Data records
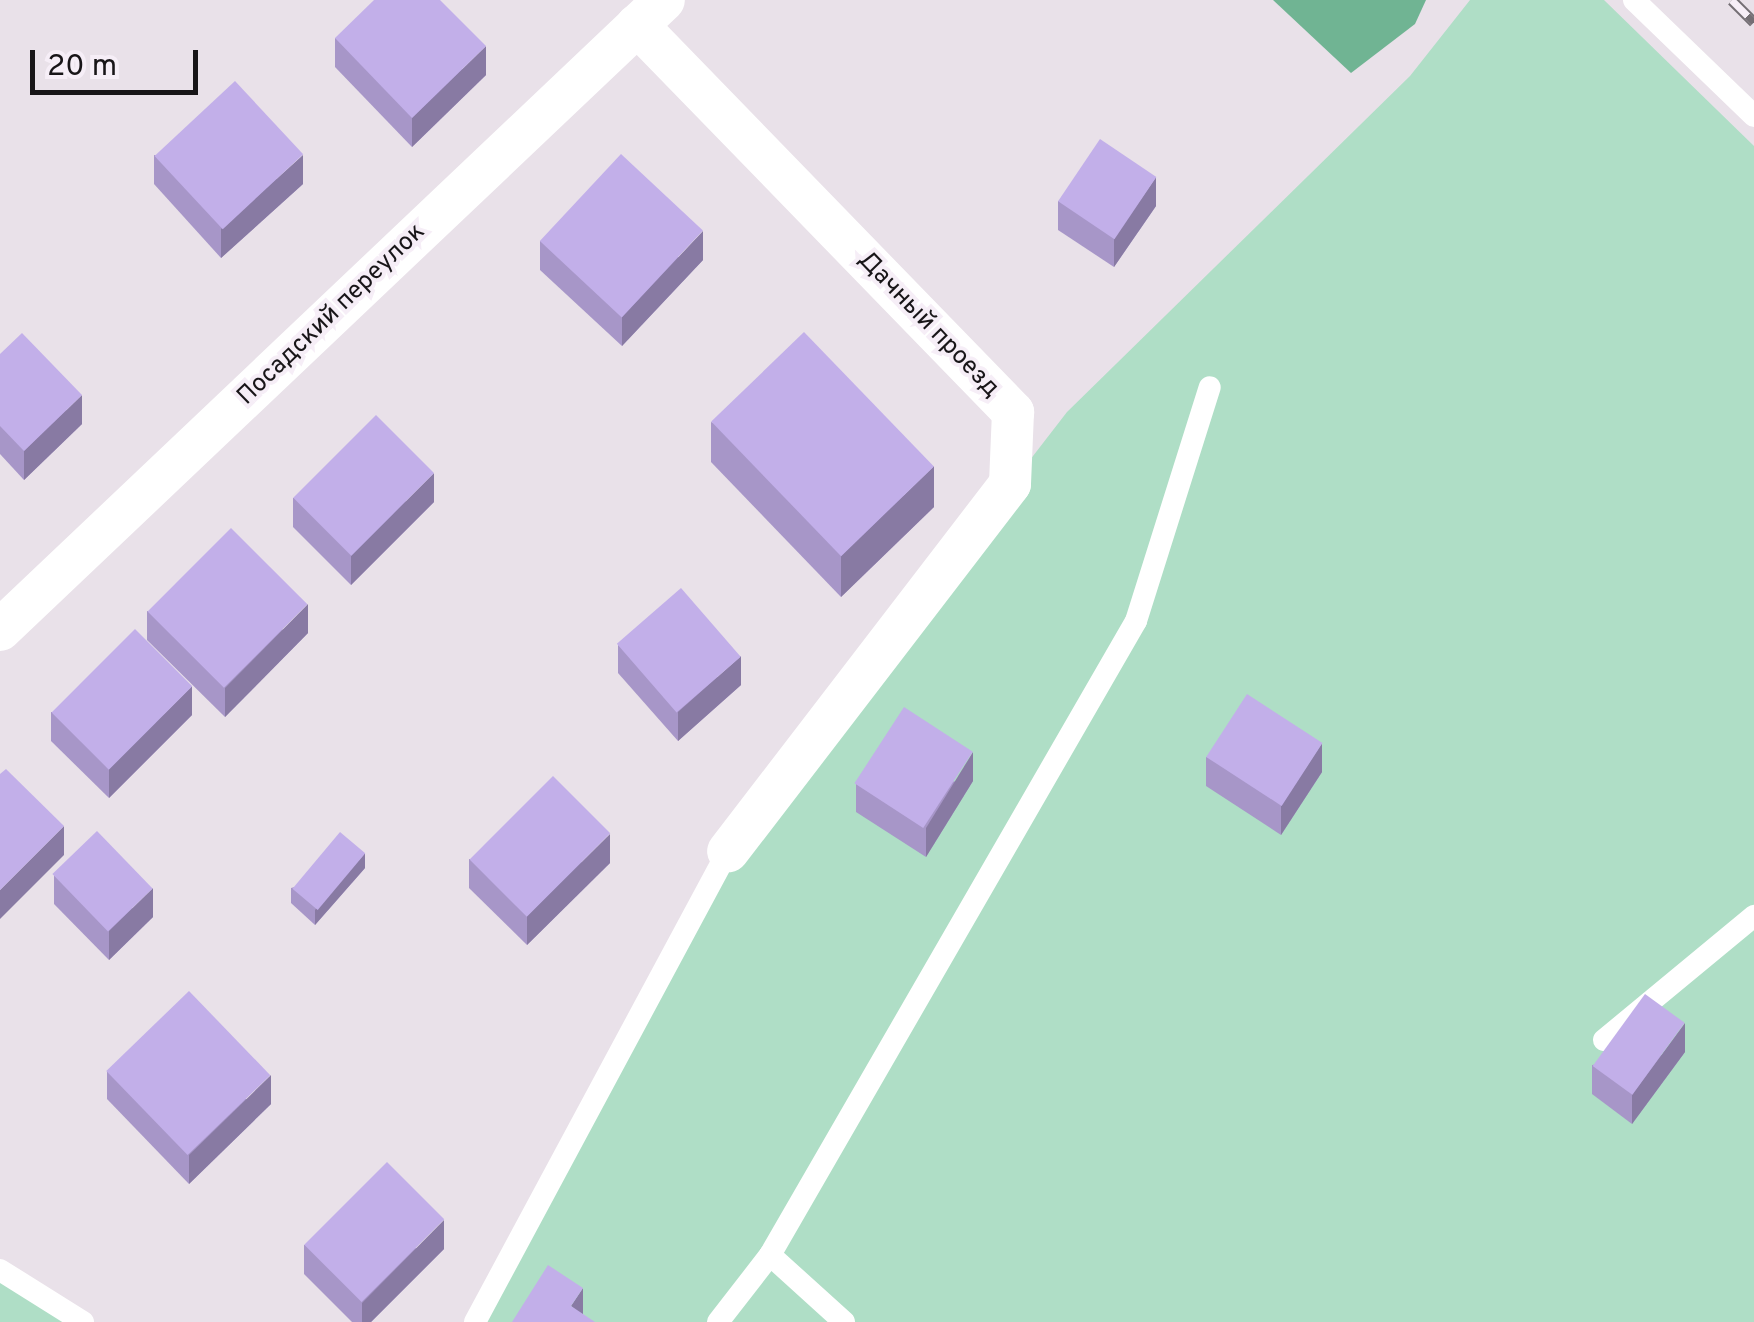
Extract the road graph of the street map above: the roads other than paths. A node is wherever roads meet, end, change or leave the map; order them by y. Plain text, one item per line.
1 (1634, 0) edge
2 (651, 13) edge
3 (1754, 116) edge
4 (1210, 387) dead end
5 (0, 630) edge
6 (728, 852) joint
7 (1754, 916) edge
8 (1604, 1040) dead end
9 (770, 1255) junction
10 (0, 1270) edge
11 (84, 1322) edge
12 (474, 1322) edge
13 (718, 1322) edge
14 (844, 1322) edge

1 - 3 lane
2 - 5 street, Посадский переулок
2 - 6 street, Дачный проезд
4 - 9 lane
6 - 12 lane
7 - 8 lane
9 - 13 lane
9 - 14 lane
10 - 11 lane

[Your objective]
Would you return all of the entries unchanged while omitting the images?

[Solution to this problem]
Extract the road graph of the street map above: the roads other than paths. A node is wherever roads meet, end, change or leave the map; order them by y. Plain text, one item per line.
1 (1634, 0) edge
2 (651, 13) edge
3 (1754, 116) edge
4 (1210, 387) dead end
5 (0, 630) edge
6 (728, 852) joint
7 (1754, 916) edge
8 (1604, 1040) dead end
9 (770, 1255) junction
10 (0, 1270) edge
11 (84, 1322) edge
12 (474, 1322) edge
13 (718, 1322) edge
14 (844, 1322) edge

1 - 3 lane
2 - 5 street, Посадский переулок
2 - 6 street, Дачный проезд
4 - 9 lane
6 - 12 lane
7 - 8 lane
9 - 13 lane
9 - 14 lane
10 - 11 lane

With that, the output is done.